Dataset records
━━━━━━━━━━━━━━━━

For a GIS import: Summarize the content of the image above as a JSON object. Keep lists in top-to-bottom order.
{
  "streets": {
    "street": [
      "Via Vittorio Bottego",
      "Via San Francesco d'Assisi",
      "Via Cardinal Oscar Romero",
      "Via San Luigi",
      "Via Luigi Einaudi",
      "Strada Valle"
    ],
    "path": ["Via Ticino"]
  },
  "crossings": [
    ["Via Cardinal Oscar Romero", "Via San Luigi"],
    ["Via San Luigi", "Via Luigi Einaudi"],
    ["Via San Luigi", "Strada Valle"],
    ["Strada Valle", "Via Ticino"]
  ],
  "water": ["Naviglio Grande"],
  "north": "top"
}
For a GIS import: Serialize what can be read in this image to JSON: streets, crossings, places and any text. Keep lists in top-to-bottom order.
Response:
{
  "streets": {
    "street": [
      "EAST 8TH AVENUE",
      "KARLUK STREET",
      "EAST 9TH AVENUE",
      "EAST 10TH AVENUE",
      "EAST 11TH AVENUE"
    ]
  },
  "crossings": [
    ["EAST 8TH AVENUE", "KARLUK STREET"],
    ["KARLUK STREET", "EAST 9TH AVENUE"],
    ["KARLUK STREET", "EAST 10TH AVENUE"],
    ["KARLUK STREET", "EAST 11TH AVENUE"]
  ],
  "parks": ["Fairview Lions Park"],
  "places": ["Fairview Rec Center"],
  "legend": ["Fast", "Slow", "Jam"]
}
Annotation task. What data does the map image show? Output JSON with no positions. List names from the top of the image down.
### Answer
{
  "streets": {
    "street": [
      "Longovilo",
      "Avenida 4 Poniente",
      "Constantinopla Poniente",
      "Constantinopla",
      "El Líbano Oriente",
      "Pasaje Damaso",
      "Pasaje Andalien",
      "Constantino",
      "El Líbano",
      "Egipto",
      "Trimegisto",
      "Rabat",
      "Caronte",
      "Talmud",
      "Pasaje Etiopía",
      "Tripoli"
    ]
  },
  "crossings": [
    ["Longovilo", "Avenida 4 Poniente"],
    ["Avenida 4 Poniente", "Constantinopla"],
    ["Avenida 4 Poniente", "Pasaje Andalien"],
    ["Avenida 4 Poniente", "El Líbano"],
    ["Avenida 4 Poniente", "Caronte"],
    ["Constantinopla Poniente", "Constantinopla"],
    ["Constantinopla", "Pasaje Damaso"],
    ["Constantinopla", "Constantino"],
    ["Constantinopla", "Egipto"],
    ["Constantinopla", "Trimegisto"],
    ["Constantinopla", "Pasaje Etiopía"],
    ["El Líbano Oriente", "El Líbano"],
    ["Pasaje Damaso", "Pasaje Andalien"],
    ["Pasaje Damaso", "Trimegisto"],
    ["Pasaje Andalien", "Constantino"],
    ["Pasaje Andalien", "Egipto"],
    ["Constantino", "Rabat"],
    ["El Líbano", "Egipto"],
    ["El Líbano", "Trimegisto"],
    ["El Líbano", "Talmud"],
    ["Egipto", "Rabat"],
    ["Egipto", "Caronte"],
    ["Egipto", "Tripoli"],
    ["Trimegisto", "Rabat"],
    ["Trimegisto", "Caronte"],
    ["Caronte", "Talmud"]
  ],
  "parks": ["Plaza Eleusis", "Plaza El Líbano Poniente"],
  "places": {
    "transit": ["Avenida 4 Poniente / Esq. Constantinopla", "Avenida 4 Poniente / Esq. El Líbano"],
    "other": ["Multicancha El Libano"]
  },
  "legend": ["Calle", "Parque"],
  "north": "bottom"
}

━━━━━━━━━━━━━━━━

#### Assigned task:
From the records above, show each line that contains the word "legend".

#### Solution below:
  "legend": ["Fast", "Slow", "Jam"]
  "legend": ["Calle", "Parque"],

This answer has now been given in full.